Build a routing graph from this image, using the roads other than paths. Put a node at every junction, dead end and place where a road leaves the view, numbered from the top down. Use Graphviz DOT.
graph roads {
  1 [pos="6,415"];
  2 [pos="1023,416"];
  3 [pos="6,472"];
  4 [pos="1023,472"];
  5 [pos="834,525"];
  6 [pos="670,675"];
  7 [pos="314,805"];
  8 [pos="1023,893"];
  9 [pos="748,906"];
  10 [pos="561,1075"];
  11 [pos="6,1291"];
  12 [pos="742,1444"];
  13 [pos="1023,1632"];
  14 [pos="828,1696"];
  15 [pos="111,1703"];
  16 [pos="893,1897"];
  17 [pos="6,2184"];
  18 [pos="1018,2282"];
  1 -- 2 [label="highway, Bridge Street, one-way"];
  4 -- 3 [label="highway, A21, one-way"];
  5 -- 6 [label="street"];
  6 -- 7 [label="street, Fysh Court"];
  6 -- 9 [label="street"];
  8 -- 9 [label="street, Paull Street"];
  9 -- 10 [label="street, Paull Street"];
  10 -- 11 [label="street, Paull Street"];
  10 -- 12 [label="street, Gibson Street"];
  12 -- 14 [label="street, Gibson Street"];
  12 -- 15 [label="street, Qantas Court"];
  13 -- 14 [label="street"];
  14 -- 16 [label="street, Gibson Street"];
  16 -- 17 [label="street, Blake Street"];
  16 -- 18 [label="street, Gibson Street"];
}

_ _ _ _

● **Problem requirements**
Copy out all of the data. Keep every word unchanged.

● **Solution to the exercise**
Build a routing graph from this image, using the roads other than paths. Put a node at every junction, dead end and place where a road leaves the view, numbered from the top down. Use Graphviz DOT.
graph roads {
  1 [pos="6,415"];
  2 [pos="1023,416"];
  3 [pos="6,472"];
  4 [pos="1023,472"];
  5 [pos="834,525"];
  6 [pos="670,675"];
  7 [pos="314,805"];
  8 [pos="1023,893"];
  9 [pos="748,906"];
  10 [pos="561,1075"];
  11 [pos="6,1291"];
  12 [pos="742,1444"];
  13 [pos="1023,1632"];
  14 [pos="828,1696"];
  15 [pos="111,1703"];
  16 [pos="893,1897"];
  17 [pos="6,2184"];
  18 [pos="1018,2282"];
  1 -- 2 [label="highway, Bridge Street, one-way"];
  4 -- 3 [label="highway, A21, one-way"];
  5 -- 6 [label="street"];
  6 -- 7 [label="street, Fysh Court"];
  6 -- 9 [label="street"];
  8 -- 9 [label="street, Paull Street"];
  9 -- 10 [label="street, Paull Street"];
  10 -- 11 [label="street, Paull Street"];
  10 -- 12 [label="street, Gibson Street"];
  12 -- 14 [label="street, Gibson Street"];
  12 -- 15 [label="street, Qantas Court"];
  13 -- 14 [label="street"];
  14 -- 16 [label="street, Gibson Street"];
  16 -- 17 [label="street, Blake Street"];
  16 -- 18 [label="street, Gibson Street"];
}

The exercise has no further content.